- 作为客户端与 HTTP 服务交互
// Problem
你需要通过 HTTP 协议以客户端的方式访问多种服务。例如,下载数据或者与基
于 REST 的 API 进行交互。
// Solution: urllib.request
发送一个简单的 HTTP GET 请求到远程的服务上
from urllib import request, parse
# Base URL being accessed
url = 'http://httpbin.org/get'
# Dictionary of query parameters (if any)
parms = {
'name1': 'value1',
'name2': 'value2',
}
# Encode the query string
querystring = parse.urlencode(parms)
# Make a GET request and read the response
u = request.urlopen(url + '?' + querystring)
resp = u.read()
>>>
{
"args": {
"name1": "value1",
"name2": "value2"
},
"headers": {
"Accept-Encoding": "identity",
"Connection": "close",
"Host": "httpbin.org",
"User-Agent": "Python-urllib/3.5"
},
"origin": "117.136.38.38",
"url": "http://httpbin.org/get?name2=value2&name1=value1"
}
发送一个简单的 HTTP POST 请求到远程的服务上
# 如果你需要使用 POST 方法在请求主体中发送查询参数,可以将参数编码后作为
# 可选参数提供给 urlopen() 函数,
from urllib import request, parse
# Base URL being accessed
url = 'http://httpbin.org/post'
# Dictionary of query parameters (if any)
parms = {
'name1': 'value1',
'name2': 'value2'
}
# Encode the query string
querystring = parse.urlencode(parms)
# Make a POST request and read the response
u = request.urlopen(url, querystring.encode('ascii'))
resp = u.read()
with open('1.txt', 'wb') as f:
f.write(resp)
>>>
{
"args": {},
"data": "",
"files": {},
"form": {
"name1": "value1",
"name2": "value2"
},
"headers": {
"Accept-Encoding": "identity",
"Connection": "close",
"Content-Length": "25",
"Content-Type": "application/x-www-form-urlencoded",
"Host": "httpbin.org",
"User-Agent": "Python-urllib/3.5"
},
"json": null,
"origin": "117.136.38.38",
"url": "http://httpbin.org/post"
}
自定义的 HTTP 头
如果你需要在发出的请求中提供一些自定义的 HTTP 头,例如修改 user-agent 字段, 可以创建一个包含字段值的字典,并创建一个 Request 实例,然后将其传给 urlopen()

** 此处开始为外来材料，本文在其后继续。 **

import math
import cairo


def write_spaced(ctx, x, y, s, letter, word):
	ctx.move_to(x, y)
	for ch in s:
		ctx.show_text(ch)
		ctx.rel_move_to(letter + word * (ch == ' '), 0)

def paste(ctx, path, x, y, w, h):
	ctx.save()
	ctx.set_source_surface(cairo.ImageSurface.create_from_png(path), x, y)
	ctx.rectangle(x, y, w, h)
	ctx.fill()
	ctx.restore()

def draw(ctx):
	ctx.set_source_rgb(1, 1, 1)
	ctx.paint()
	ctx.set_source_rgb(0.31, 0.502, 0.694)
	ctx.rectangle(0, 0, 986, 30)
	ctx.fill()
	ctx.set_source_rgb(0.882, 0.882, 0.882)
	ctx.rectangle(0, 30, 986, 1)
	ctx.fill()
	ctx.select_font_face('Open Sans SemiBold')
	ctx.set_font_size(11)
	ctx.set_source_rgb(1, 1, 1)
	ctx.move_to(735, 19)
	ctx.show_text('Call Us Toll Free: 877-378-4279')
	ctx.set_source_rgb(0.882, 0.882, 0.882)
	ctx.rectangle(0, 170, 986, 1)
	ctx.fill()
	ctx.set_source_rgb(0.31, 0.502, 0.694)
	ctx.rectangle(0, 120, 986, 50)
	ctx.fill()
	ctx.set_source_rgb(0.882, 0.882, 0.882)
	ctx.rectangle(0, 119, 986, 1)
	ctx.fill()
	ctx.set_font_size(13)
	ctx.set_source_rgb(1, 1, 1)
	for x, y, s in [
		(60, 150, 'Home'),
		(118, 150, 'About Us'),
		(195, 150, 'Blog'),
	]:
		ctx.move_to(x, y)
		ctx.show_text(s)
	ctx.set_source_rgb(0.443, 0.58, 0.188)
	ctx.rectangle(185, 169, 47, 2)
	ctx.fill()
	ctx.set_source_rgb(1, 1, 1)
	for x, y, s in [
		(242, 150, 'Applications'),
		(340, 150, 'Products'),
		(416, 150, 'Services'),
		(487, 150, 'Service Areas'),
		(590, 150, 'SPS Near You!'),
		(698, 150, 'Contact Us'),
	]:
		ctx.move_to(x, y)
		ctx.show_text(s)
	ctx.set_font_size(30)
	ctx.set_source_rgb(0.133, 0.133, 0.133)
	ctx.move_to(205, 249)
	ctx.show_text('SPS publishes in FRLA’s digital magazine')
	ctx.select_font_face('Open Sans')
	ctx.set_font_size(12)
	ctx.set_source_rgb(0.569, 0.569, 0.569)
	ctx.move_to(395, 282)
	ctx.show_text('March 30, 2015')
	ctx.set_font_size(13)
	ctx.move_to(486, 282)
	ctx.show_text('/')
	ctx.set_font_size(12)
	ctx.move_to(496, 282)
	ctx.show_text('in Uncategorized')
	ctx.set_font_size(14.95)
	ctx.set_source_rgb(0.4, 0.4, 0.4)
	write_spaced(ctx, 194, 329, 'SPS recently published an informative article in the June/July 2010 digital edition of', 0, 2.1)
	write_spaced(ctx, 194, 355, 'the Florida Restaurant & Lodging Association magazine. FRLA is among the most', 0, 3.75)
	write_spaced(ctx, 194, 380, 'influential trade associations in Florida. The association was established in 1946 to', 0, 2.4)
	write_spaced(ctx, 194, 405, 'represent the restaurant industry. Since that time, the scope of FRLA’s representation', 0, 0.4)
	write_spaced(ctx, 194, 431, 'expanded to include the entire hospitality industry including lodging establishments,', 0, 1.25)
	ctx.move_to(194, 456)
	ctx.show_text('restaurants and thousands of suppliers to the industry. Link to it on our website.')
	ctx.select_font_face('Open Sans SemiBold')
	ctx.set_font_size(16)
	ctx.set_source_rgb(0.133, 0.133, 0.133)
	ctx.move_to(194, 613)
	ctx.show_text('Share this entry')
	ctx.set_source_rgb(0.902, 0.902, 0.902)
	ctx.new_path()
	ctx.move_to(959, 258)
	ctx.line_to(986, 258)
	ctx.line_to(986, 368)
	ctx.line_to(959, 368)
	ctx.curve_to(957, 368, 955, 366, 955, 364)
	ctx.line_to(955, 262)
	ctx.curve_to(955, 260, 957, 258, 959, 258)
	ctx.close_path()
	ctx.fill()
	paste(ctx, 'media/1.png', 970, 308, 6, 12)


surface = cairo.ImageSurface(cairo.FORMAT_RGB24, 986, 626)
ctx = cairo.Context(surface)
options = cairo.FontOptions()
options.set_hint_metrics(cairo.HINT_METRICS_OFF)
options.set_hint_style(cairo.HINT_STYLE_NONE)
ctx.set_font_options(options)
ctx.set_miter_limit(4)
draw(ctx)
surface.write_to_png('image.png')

from urllib import request, parse
url = "http://httpbin.org/post"
parms = {
"name1": 'value1',
"name2": 'value2'
}
# Extra headers
headers = {
'User-agent': 'none/ofyourbusiness',
'Spam': 'Eggs'
}
querystring = parse.urlencode(parms)
req = request.Request(url,
querystring.encode('ascii'), headers=headers)
# Make a request and read the response
u = request.urlopen(req)
resp = u.read()
with open("1.txt", 'wb') as file:
file.write(resp)
>>>
{
"args": {},
"data": "",
"files": {},
"form": {
"name1": "value1",
"name2": "value2"
},
"headers": {
"Accept-Encoding": "identity",
"Connection": "close",
"Content-Length": "25",
"Content-Type": "application/x-www-form-urlencoded",
"Host": "httpbin.org",
"Spam": "Eggs",
"User-Agent": "none/ofyourbusiness"
},
"json": null,
"origin": "117.136.38.38",
"url": "http://httpbin.org/post"
}
如果需要交互的服务比上面的例子都要复杂,requests 库
import requests
url = "http://httpbin.org/post"
parms = {
"name1": 'value1',
"name2": 'value2'
}
# Extra headers
headers = {
'User-agent': 'none/ofyourbusiness',
'Spam': 'Eggs'
}
resp = requests.post(url, data=parms, headers=headers)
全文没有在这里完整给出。